_WHAT THE TASK REQUIRES_.
From the entries below, gather each line containing the word "hidden".

_EXERCISE MATERIALS_.
******

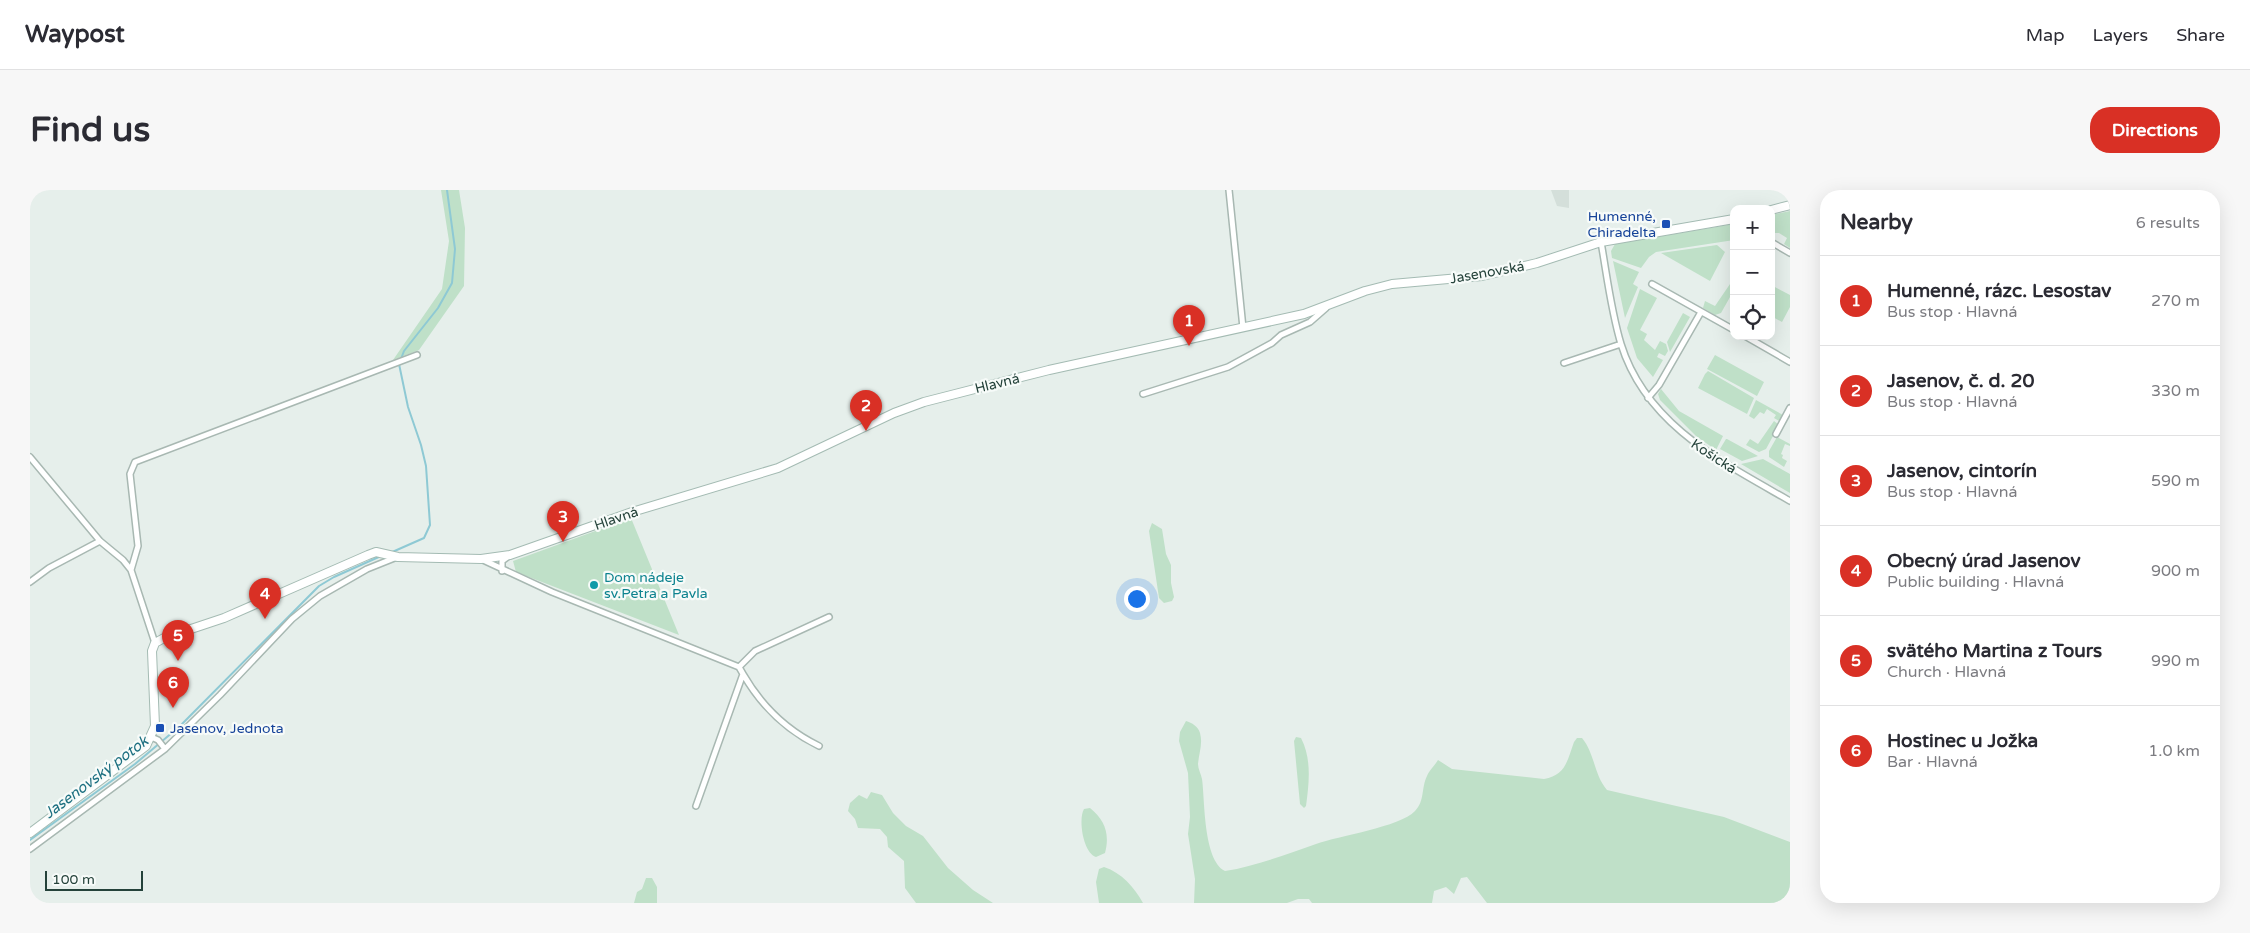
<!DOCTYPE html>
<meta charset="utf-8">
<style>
body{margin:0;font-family:"Varela Round",sans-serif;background:#f7f7f7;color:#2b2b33}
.controls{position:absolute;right:15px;top:15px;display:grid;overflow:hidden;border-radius:10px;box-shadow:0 5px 20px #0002}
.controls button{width:45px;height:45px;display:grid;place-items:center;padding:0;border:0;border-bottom:1px solid #e1e1e2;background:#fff;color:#2b2b33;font:25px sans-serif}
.scale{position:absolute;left:15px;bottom:12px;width:98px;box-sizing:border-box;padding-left:5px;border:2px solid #24423a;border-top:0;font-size:14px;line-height:18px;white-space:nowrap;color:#24423a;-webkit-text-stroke:4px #f7fbf9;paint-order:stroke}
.you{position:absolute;left:1106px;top:408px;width:18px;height:18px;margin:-12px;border:4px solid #fff;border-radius:50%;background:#1a73e8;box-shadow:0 0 0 8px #1a73e833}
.badge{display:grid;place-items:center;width:32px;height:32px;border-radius:50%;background:#d93025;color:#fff;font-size:16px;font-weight:700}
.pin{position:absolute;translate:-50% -41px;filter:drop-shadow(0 1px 2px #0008)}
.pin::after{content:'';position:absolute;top:26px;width:18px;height:15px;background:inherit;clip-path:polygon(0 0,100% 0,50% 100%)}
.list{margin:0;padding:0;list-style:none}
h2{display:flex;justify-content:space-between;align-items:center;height:65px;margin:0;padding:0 20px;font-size:21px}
h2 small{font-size:16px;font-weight:400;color:#7c7c81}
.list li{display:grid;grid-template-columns:32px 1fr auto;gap:15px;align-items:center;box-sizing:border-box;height:90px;padding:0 20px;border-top:1px solid #e1e1e2}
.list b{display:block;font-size:19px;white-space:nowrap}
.list p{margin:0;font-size:16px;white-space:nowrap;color:#7c7c81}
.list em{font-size:16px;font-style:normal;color:#7c7c81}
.icon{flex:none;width:28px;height:28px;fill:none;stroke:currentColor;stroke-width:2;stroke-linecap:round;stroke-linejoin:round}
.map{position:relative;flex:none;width:1760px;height:713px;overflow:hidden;border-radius:20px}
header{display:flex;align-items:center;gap:30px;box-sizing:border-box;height:70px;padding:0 25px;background:#fff;border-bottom:1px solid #e1e1e2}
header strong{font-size:24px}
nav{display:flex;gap:28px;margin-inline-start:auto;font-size:18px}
.intro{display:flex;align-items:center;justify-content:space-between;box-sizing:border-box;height:120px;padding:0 30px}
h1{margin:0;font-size:35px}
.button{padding:12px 22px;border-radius:20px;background:#d93025;color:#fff;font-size:18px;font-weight:700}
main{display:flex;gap:30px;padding:0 30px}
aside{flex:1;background:#fff;border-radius:20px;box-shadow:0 5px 20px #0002}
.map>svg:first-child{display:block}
.built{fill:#d4dfda}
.green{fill:#bfe0c8}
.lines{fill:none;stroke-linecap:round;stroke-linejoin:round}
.stream{stroke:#8ec9d4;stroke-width:2}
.street-casing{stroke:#a8b8b2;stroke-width:8}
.secondary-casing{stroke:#a4bbb3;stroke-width:10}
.street{stroke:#fff;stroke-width:5}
.secondary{stroke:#fff;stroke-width:8}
.transit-dot{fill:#1a4fb4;stroke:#f7fbf9;stroke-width:2}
.culture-dot{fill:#0f9aa8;stroke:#f7fbf9;stroke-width:2}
.labels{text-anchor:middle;stroke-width:4.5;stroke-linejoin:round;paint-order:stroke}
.transit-label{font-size:14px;fill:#164399;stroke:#f7fbf9;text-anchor:end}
.street-label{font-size:14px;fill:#24423a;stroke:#f7fbf9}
.culture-label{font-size:14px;fill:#0d838f;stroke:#f7fbf9;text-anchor:start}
.water-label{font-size:15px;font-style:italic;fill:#1c6f80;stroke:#f7fbf9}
</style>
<header>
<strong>Waypost</strong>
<nav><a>Map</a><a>Layers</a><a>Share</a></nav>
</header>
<div class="intro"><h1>Find us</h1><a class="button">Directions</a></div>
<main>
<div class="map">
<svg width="1760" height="713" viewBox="0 0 1760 713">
<rect width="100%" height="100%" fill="#e6efeb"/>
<!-- built -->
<path class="built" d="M 1521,0 L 1539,0 L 1539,18 L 1527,16 Z"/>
<!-- green -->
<path class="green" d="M 411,0 L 429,0 L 435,38 L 434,96 L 389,160 L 363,170 L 412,99 L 419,51 Z
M 1760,21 L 1760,58 L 1754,54 L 1757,48 L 1749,43 L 1741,43 L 1741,25 Z
M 1704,34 L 1704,50 L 1626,62 L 1619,67 L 1611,78 L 1582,68 L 1581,61 L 1585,54 Z
M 1687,55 L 1695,62 L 1680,91 L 1631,63 Z
M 1583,71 L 1609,82 L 1603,94 L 1608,97 L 1595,128 Z
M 1700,94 L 1704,96 L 1704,100 L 1691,123 L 1685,125 L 1673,118 L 1675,111 L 1685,116 Z
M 1741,95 L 1760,105 L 1760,117 L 1752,132 L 1741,126 Z
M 1610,99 L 1627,108 L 1610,140 L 1617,144 L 1614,150 L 1625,160 L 1630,151 L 1636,154 L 1638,161 L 1635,166 L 1629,163 L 1627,167 L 1633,170 L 1623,187 L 1607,168 L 1597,138 Z
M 1653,123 L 1660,127 L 1640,162 L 1637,152 Z
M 1685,165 L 1734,192 L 1727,206 L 1677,179 Z
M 1678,181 L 1724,208 L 1717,224 L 1668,198 L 1675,184 Z
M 1631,199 L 1649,221 L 1693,246 L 1686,260 L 1666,246 L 1630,210 L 1628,204 Z
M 1726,210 L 1753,225 L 1751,232 L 1744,228 L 1746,225 L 1737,219 L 1734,224 L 1730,222 L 1724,229 L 1719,226 Z
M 1744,231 L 1749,235 L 1736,259 L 1729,262 L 1716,255 L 1720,249 L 1728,254 Z
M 1747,247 L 1760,254 L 1760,256 L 1755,254 L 1751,264 L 1753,265 L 1752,268 L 1757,271 L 1754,277 L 1739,267 L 1739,261 Z
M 1696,249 L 1697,249 L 1728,266 L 1712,271 L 1690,259 Z
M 1733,269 L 1760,284 L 1760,303 L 1711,274 Z
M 601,328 L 649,445 L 486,382 L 483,371 Z
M 1122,333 L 1132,339 L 1136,364 L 1141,375 L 1141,393 L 1144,407 L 1142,411 L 1134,413 L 1129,408 L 1119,341 Z
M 1156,531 C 1162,533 1168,536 1170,543 C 1173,554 1169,563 1168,574 C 1168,579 1171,584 1172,589 C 1175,610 1173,670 1195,681 C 1226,676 1257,664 1286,654 C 1308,646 1370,637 1385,621 C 1395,611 1391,598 1397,586 C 1399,581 1405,575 1408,570 L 1422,579 L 1514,589 C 1536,585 1537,571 1544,552 L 1547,548 L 1552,548 C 1565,564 1564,585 1577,600 L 1694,627 L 1760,652 L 1760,713 L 1457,713 L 1437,687 L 1431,688 L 1424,704 L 1416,697 L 1404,701 L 1402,713 L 1282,713 L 1279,709 L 1268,709 L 1257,713 L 1164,713 L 1165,689 L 1158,644 L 1160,627 L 1158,583 L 1149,551 L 1150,542 Z
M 1266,547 L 1271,548 C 1282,569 1279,594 1276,616 L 1274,618 L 1270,614 L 1264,551 Z
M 841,602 L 852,605 L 863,623 L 876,636 L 893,646 L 918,678 L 943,700 L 963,713 L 886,713 L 875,698 L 874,671 L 858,657 L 857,647 L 850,639 L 828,638 L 825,629 L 818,621 L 820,613 L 829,605 L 837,609 Z
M 1060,618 C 1075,630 1080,644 1075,663 L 1066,667 C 1053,663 1048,629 1054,619 Z
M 1074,677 C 1092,683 1104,697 1113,713 L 1069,713 L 1066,692 L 1069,679 Z
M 616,688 L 622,688 L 627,697 L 627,713 L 604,713 L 607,702 L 612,699 Z"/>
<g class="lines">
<!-- stream -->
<path class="stream" d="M 360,363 L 394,348 L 400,335 L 396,276 L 391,255 L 378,217 L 369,174 L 374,161 L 408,118 L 422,93 L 425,59 L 417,0
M 0,650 L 105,574 L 150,536 L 289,396 L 304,387 L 351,366"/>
<defs>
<path id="street" d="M 1199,0 L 1213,138
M 1571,52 C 1577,86 1581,121 1591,154 C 1616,235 1692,272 1760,311
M 1741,52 L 1760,63
M 1622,94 L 1704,140
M 1715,146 L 1760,172
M 1534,173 L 1591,154
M 1113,204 L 1198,177 L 1242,153 L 1251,145 L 1280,132 L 1296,118
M 1618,208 L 1629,195 L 1671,122
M 1746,244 L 1760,218
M 0,267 L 70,351 L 93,370 L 101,380
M 451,369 L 522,402 L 709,477 L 713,484 L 666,616
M 472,381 L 472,371 L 480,365
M 0,392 L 19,378 L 70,351
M 125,453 L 101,380 L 108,356 L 100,284 L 105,272 L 387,165
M 709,477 L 725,461 L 799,427
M 713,484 C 732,517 756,540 789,556
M 121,547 L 128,550 L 135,559
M 0,659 L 135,559 L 190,505 L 262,429 L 290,406 L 337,379 L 367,367"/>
<path id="secondary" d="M 1741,20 L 1760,15
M 0,643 L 116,556 L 125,536 L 122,461 L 125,453 L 134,448 L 194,428 L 338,365 L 346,362 L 368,367 L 451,369 L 480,365 L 602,322 L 748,278 L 864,223 L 894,212 L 1019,180 L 1274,124 L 1335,101 L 1362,94 L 1452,86 L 1507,73 L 1571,52 L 1704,29"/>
</defs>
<!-- street casing -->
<use href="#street" class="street-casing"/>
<!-- secondary casing -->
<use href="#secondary" class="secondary-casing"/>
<!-- street -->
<use href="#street" class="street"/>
<!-- secondary -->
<use href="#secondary" class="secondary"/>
</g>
<!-- markers -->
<g class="transit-dot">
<rect x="1631" y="29" width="10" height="10" rx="2.5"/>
<rect x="125" y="533" width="10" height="10" rx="2.5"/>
</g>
<circle class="culture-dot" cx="564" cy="395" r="5"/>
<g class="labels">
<!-- transit labels -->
<g class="transit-label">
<text x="1626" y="31">Humenné,<tspan x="1626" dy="16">Chiradelta</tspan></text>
<text x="140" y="543" text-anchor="start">Jasenov, Jednota</text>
</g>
<!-- street labels -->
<g class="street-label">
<text transform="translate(1457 82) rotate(-10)" y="5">Jasenovská</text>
<text transform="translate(967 193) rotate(-14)" y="5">Hlavná</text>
<text transform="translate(1684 266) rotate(33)" y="5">Košická</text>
<text transform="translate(586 328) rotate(-19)" y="5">Hlavná</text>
</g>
<!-- culture labels -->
<g class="culture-label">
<text x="574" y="392">Dom nádeje<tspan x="574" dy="16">sv.Petra a Pavla</tspan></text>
</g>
<!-- water labels -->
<g class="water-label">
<text transform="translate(66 587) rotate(-37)" y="5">Jasenovský potok</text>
</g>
</g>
</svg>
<div class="controls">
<button>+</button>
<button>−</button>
<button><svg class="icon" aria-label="locate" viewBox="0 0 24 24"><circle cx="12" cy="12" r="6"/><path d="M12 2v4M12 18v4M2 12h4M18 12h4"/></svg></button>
</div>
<div class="scale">100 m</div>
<div class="you"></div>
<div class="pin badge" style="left:1159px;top:156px">1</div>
<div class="pin badge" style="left:836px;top:241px">2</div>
<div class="pin badge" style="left:533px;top:352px">3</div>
<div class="pin badge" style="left:235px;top:429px">4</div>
<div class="pin badge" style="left:148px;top:471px">5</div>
<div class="pin badge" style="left:143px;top:518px">6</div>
</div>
<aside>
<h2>Nearby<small>6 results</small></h2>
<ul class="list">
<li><span class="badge">1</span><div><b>Humenné, rázc. Lesostav</b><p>Bus stop · Hlavná</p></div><em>270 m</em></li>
<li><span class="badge">2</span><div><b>Jasenov, č. d. 20</b><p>Bus stop · Hlavná</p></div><em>330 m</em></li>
<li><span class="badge">3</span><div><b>Jasenov, cintorín</b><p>Bus stop · Hlavná</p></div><em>590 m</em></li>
<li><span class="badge">4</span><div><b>Obecný úrad Jasenov</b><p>Public building · Hlavná</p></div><em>900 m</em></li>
<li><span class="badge">5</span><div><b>svätého Martina z Tours</b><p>Church · Hlavná</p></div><em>990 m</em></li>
<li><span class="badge">6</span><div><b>Hostinec u Jožka</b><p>Bar · Hlavná</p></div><em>1.0 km</em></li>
</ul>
</aside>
</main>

******

_RESULT OF THIS EXERCISE_.
.controls{position:absolute;right:15px;top:15px;display:grid;overflow:hidden;border-radius:10px;box-shadow:0 5px 20px #0002}
.map{position:relative;flex:none;width:1760px;height:713px;overflow:hidden;border-radius:20px}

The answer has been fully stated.